-- EXERCISE GOAL --
From the entries below, gather each line containing the word "change".

Items from a data source:
★ ★ ★ ★ ★ ★ ★

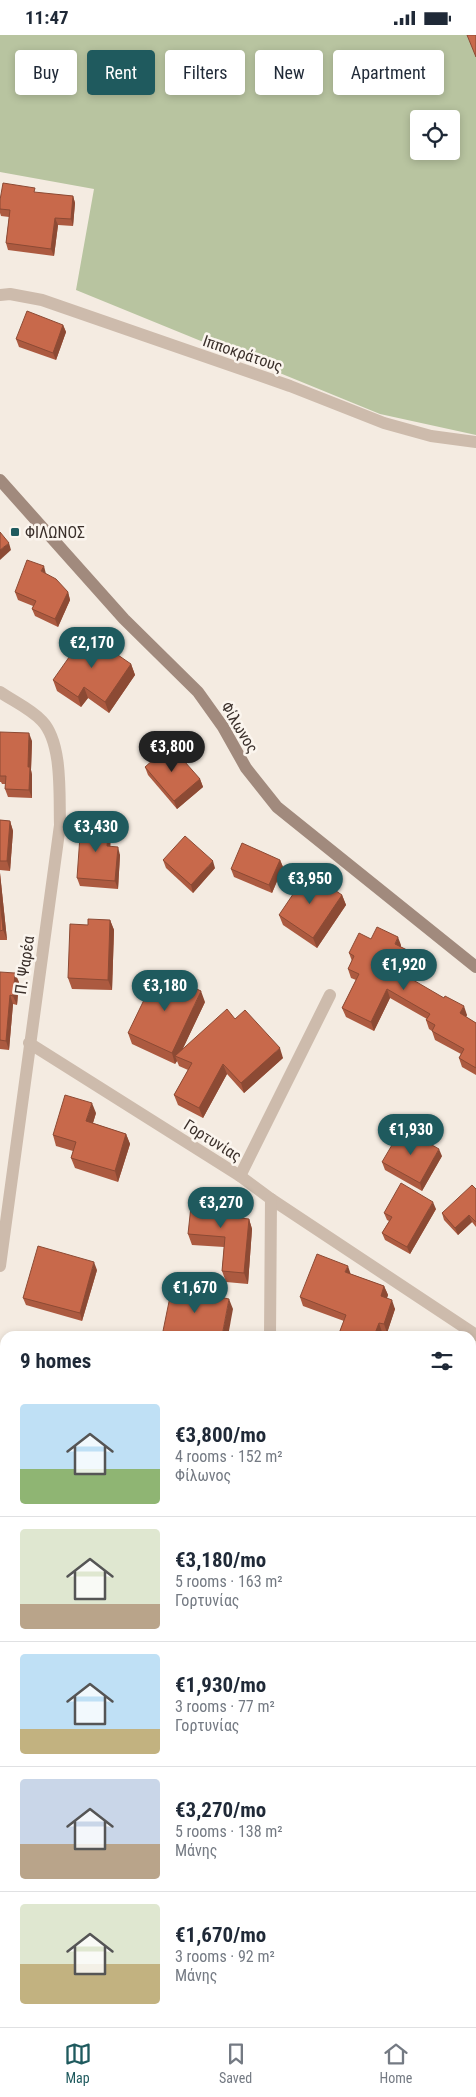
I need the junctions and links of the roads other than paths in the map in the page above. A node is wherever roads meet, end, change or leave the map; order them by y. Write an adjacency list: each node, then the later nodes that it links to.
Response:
1 (0, 295): 2 (street, Ιπποκράτους)
2 (476, 442)
3 (0, 479): 5 (main road, Φίλωνος)
4 (0, 692): 7 (street, Π. Ψαρέα)
5 (476, 967)
6 (330, 995): 8 (street)
7 (29, 1043): 8 (street, Γορτυνίας); 10 (street, Π. Ψαρέα)
8 (240, 1176): 9 (street, Γορτυνίας)
9 (271, 1199): 11 (street); 12 (street, Γορτυνίας)
10 (0, 1266)
11 (270, 1331)
12 (470, 1331)

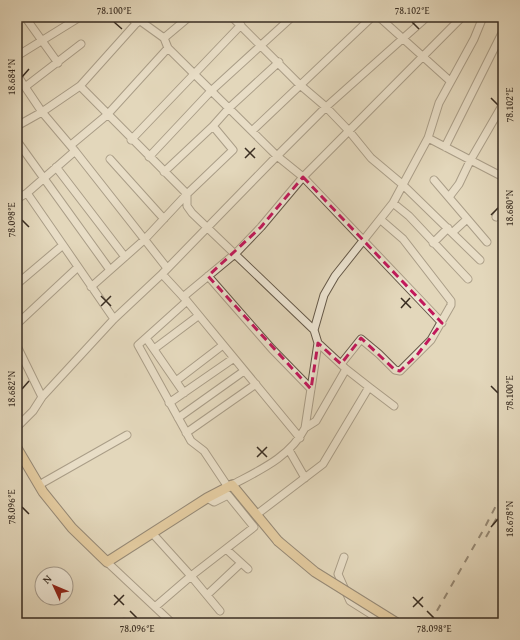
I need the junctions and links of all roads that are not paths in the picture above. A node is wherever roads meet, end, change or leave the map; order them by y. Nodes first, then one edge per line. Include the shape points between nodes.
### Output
1 (20, 17) edge
2 (25, 17) edge
3 (130, 17) edge
4 (189, 17) edge
5 (232, 17) edge
6 (292, 17) edge
7 (372, 17) edge
8 (379, 17) edge
9 (428, 17) edge
10 (462, 17) edge
11 (483, 17) edge
12 (76, 18) edge
13 (17, 19) edge
14 (139, 20) edge
15 (241, 25) junction
16 (503, 31) edge
17 (164, 38) junction
18 (403, 40) junction
19 (42, 41) junction
20 (81, 44) dead end
21 (262, 46) junction
22 (168, 48) junction
23 (17, 56) edge
24 (423, 58) junction
25 (279, 62) junction
26 (58, 63) junction
27 (194, 73) junction
28 (17, 75) edge
29 (450, 81) junction
30 (300, 84) junction
31 (80, 86) junction
32 (25, 87) junction
33 (211, 91) junction
34 (503, 104) edge
35 (326, 107) junction
36 (229, 108) junction
37 (42, 112) junction
38 (107, 115) junction
39 (17, 126) edge
40 (213, 126) junction
41 (349, 130) junction
42 (252, 131) junction
43 (428, 138) junction
44 (131, 140) junction
45 (17, 141) edge
46 (445, 147) junction
47 (73, 148) junction
48 (277, 156) junction
49 (148, 157) junction
50 (110, 159) dead end
51 (470, 161) junction
52 (56, 167) junction
53 (164, 172) junction
54 (44, 177) junction
55 (303, 177) junction
56 (503, 177) edge
57 (434, 180) dead end
58 (402, 184) junction
59 (27, 193) junction
60 (186, 194) junction
61 (448, 197) junction
62 (17, 199) edge
63 (393, 203) junction
64 (503, 207) edge
65 (496, 217) dead end
66 (164, 219) junction
67 (467, 219) junction
68 (381, 220) junction
69 (206, 227) junction
70 (450, 230) junction
71 (144, 240) junction
72 (363, 240) junction
73 (487, 242) dead end
74 (434, 243) junction
75 (63, 246) junction
76 (236, 253) junction
77 (125, 257) junction
78 (480, 260) dead end
79 (78, 268) junction
80 (166, 268) junction
81 (110, 270) junction
82 (162, 274) junction
83 (208, 276) junction
84 (468, 279) dead end
85 (17, 284) edge
86 (91, 287) junction
87 (185, 299) junction
88 (198, 316) junction
89 (114, 319) junction
90 (442, 323) junction
91 (17, 324) edge
92 (314, 330) junction
93 (146, 338) junction
94 (318, 342) junction
95 (223, 345) junction
96 (17, 346) edge
97 (154, 349) junction
98 (234, 358) junction
99 (344, 367) junction
100 (244, 371) junction
101 (176, 381) junction
102 (256, 384) junction
103 (369, 387) junction
104 (311, 389) junction
105 (184, 392) junction
106 (42, 397) junction
107 (169, 403) junction
108 (394, 406) dead end
109 (178, 418) junction
110 (17, 426) edge
111 (305, 428) junction
112 (186, 433) junction
113 (127, 435) dead end
114 (300, 438) junction
115 (17, 448) edge
116 (289, 450) junction
117 (304, 478) junction
118 (39, 485) junction
119 (230, 486) junction
120 (206, 498) junction
121 (256, 515) junction
122 (153, 534) junction
123 (226, 549) junction
124 (344, 557) dead end
125 (107, 562) junction
126 (242, 563) junction
127 (248, 569) dead end
128 (191, 576) junction
129 (207, 596) junction
130 (155, 607) junction
131 (220, 611) dead end
132 (169, 622) edge
133 (385, 623) edge
134 (397, 623) edge

1 - 13 street
2 - 19 street
3 - 14 street
4 - 17 street
5 - 15 street
6 - 21 street
7 - 30 street
8 - 18 street
9 - 18 street
10 - 24 street
11 - 29 street
12 - 19 street
14 - 17 street
14 - 31 street
15 - 21 street
15 - 27 street
16 - 46 street
17 - 22 street
18 - 24 street
18 - 35 street
19 - 23 street
19 - 26 street
20 - 26 street
21 - 25 street
21 - 33 street
22 - 27 street
22 - 38 street
24 - 29 street
24 - 41 street
25 - 30 street
25 - 36 street
26 - 32 street
27 - 33 street
27 - 44 street
28 - 32 street
29 - 43 street
30 - 35 street
30 - 42 street
31 - 37 street
31 - 38 street
32 - 37 street
33 - 36 street
33 - 49 street
34 - 51 street
35 - 41 street
35 - 48 street
36 - 40 street
36 - 42 street
37 - 39 street
37 - 47 street
38 - 44 street
38 - 47 street
40 - 53 street
40 - 60 street via 233,150
41 - 55 street
41 - 58 street via 371,158
42 - 48 street
43 - 46 street
43 - 58 street
44 - 49 street
45 - 54 street
46 - 51 street
47 - 52 street
47 - 71 street
48 - 55 street
48 - 69 street
49 - 53 street
50 - 66 street
51 - 56 street
51 - 61 street via 459,184
52 - 54 street
52 - 77 street
53 - 60 street
54 - 59 street
54 - 81 street
55 - 72 street
55 - 76 street
57 - 61 street
58 - 63 street
58 - 70 street
59 - 62 street
59 - 75 street
60 - 66 street
60 - 69 street via 187,206
61 - 67 street
63 - 68 street
63 - 74 street
64 - 65 street
66 - 71 street
67 - 70 street
67 - 73 street
68 - 72 street
68 - 90 street via 402,239 451,301
69 - 76 street
69 - 80 street
70 - 74 street
70 - 78 street
71 - 77 street
71 - 80 street
72 - 90 street
72 - 92 street via 335,276 324,295
74 - 84 street
75 - 79 street
75 - 85 street
76 - 83 street
76 - 92 street
77 - 81 street
79 - 86 street
79 - 91 street
80 - 82 street
81 - 86 street
82 - 87 street
82 - 89 street
83 - 87 street
83 - 104 street
86 - 89 street
87 - 88 street
87 - 93 street
88 - 95 street
88 - 97 street
89 - 106 street
90 - 99 street via 417,355 400,371 395,370 361,339
92 - 94 street
93 - 97 street
93 - 107 street via 138,345
94 - 99 street
94 - 104 street
95 - 98 street
95 - 101 street
96 - 106 street
97 - 101 street
98 - 100 street
98 - 105 street
99 - 103 street
99 - 111 street via 316,421
100 - 102 street
100 - 109 street
101 - 105 street
102 - 112 street
102 - 114 street
103 - 108 street
103 - 117 street via 323,464
104 - 111 street
105 - 107 street
106 - 110 street via 33,411
107 - 109 street
109 - 112 street
111 - 114 street
112 - 119 street via 192,443 204,451
113 - 118 street
114 - 116 street
115 - 118 main road
116 - 117 street
116 - 119 street via 282,457
117 - 121 street
118 - 125 main road via 72,528
119 - 120 main road
119 - 121 main road
120 - 122 main road
120 - 123 street via 214,502 228,495 254,526
121 - 134 main road, bridge via 278,541 315,572
122 - 125 main road
122 - 128 street
123 - 126 street
123 - 128 street
124 - 133 street via 338,574 350,601
125 - 130 street
126 - 127 street
126 - 129 street
128 - 129 street
128 - 130 street
129 - 131 street
130 - 132 street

★ ★ ★ ★ ★ ★ ★

-- WRITTEN RESPONSE --
I need the junctions and links of the roads other than paths in the map in the page above. A node is wherever roads meet, end, change or leave the map; order them by y. Write an adjacency list: each node, then the later nodes that it links to.
I need the junctions and links of all roads that are not paths in the picture above. A node is wherever roads meet, end, change or leave the map; order them by y. Nodes first, then one edge per line. Include the shape points between nodes.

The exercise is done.